Pride and productivity
When the quality of your code goes up, you’ll feel a sense of pride and accomplishment throughout the project, not just when the good reviews come in. Also, Dave Moore has studies that show that when you think consciously about quality, and work to improve it, your productivity also increases. That’s rewarding both for you and for the company.
Self-leveling
When projects follow zero-defects strategies, the people who write the best code will get to write more of it. This rewards the best coders and gives everyone a way to measure and improve themselves.
—
Learning together
This isn’t the final word. If you find techniques that help you produce better-quality code, please tell Dave Moore, Doug Klunder, or myself so we can make everyone aware of them.
Footnotes
[1] Brian Arbogast, Dennis Canady, Jon DeVaan, Ed Johns, Doug Klunder, Brian MacDonald, Tom Reeve, Charles Simonyi.
[2] Dave Moore’s definitional of quality: “Conforms to the requirements".” This means a feature the way it was specified, at a given level of performance.
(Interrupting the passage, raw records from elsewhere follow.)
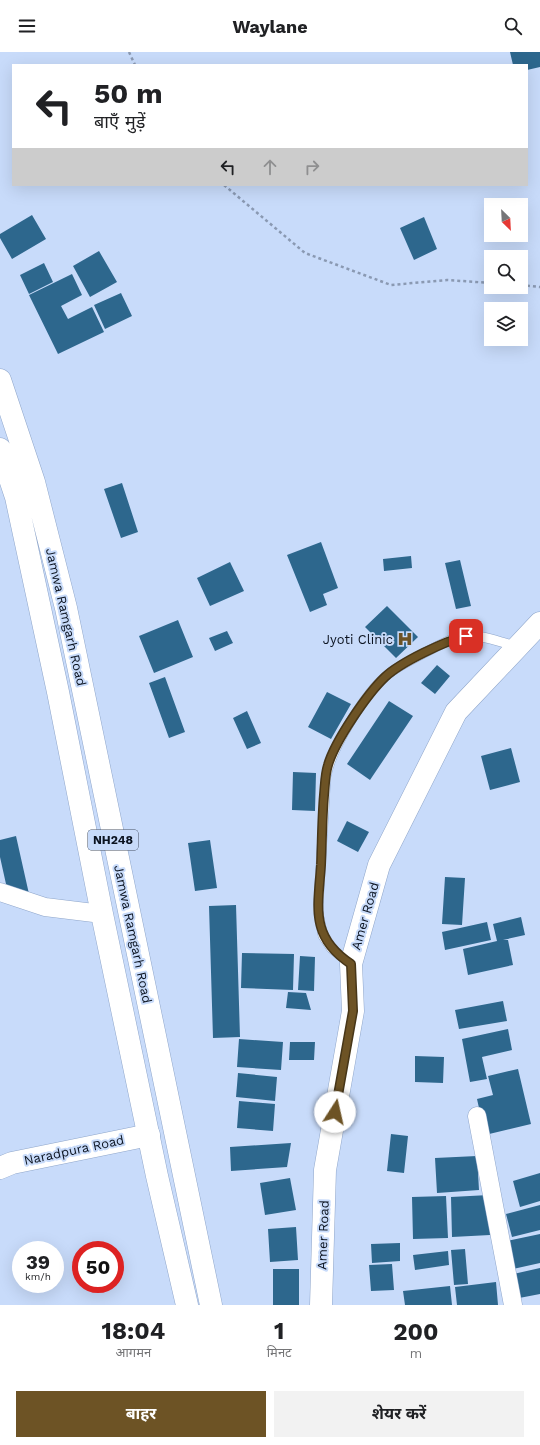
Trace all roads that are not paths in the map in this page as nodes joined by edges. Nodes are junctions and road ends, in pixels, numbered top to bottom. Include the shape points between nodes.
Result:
1 (0, 380) edge
2 (0, 449) edge
3 (540, 623) edge
4 (518, 647) junction
5 (0, 892) edge
6 (102, 914) junction
7 (351, 964) junction
8 (476, 1116) dead end
9 (148, 1135) junction
10 (0, 1168) edge
11 (187, 1305) edge
12 (211, 1305) edge
13 (321, 1305) edge
14 (513, 1305) edge

1 - 12 main road, Jamwa Ramgarh Road / NH248 via 34,482 66,608
2 - 6 main road, Jamwa Ramgarh Road / NH248 via 16,497 57,684
3 - 4 main road, Amer Road
4 - 7 main road, Amer Road via 456,712 379,865
4 - 7 lane via 466,636 440,645 386,676 348,726 328,764 318,911 323,936 331,948
5 - 6 street via 45,907
6 - 9 main road, Jamwa Ramgarh Road / NH248
7 - 13 main road, Amer Road via 353,1011 325,1170
8 - 14 street
9 - 10 main road, Naradpura Road via 12,1163
9 - 11 main road, Jamwa Ramgarh Road / NH248

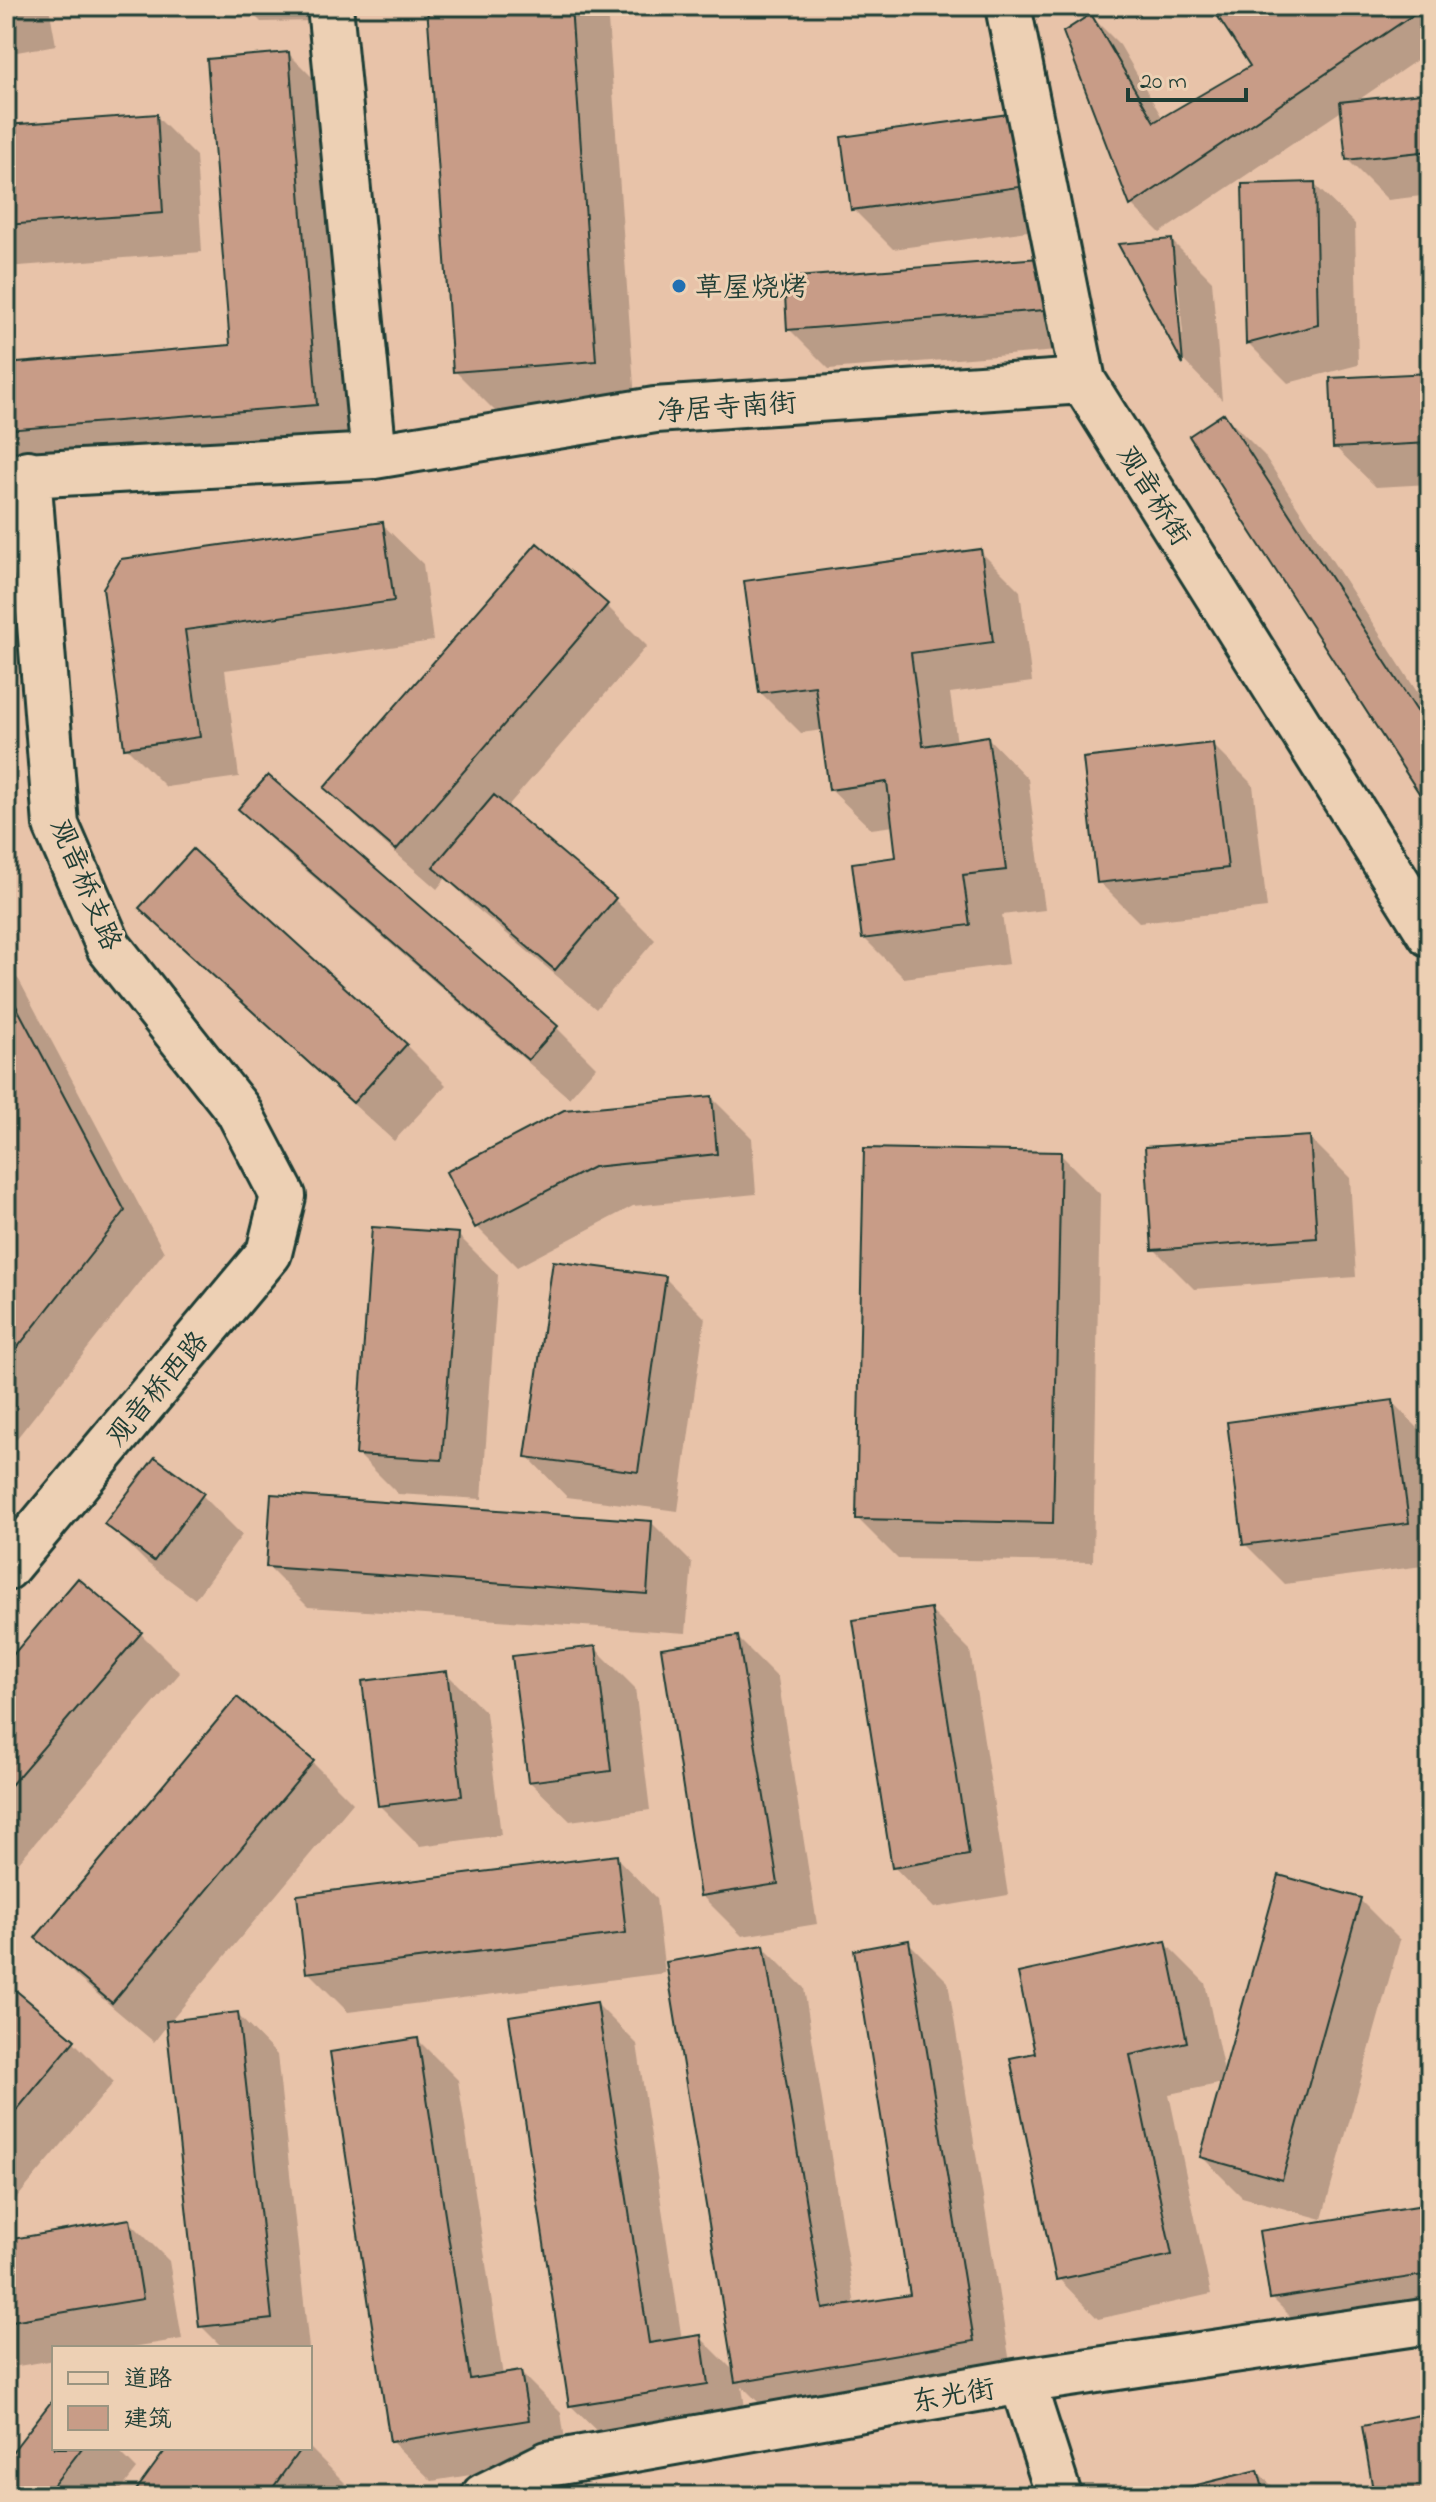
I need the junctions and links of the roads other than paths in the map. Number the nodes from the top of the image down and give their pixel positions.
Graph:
1 (330, 6) edge
2 (1008, 6) edge
3 (1083, 381) junction
4 (374, 456) junction
5 (17, 474) edge
6 (1430, 934) edge
7 (283, 1196) joint
8 (6, 1568) edge
9 (1430, 2321) edge
10 (1022, 2381) junction
11 (484, 2496) edge
12 (1059, 2496) edge

1 - 4 street
2 - 3 street, 观音桥街
3 - 4 street, 净居寺南街
3 - 6 street, 观音桥街
4 - 5 street, 净居寺南街
5 - 7 street, 观音桥支路
7 - 8 street, 观音桥西路
9 - 10 street, 东光街
10 - 11 street, 东光街
10 - 12 street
Quality doesn’t mean the code is perfectly or infinitely fast. Oftentimes exceeding the requirements is not worth the cost.
[3] In “Cleanroom Software Engineering.” Dave Moore can provide copies of the article.
[4] OBU now calls these Project Epilogues.
[5] The profile can tell you how long was spent in the code that ran. It can’t tell you if the right code was run, for example if a cache eliminated unnecessary work.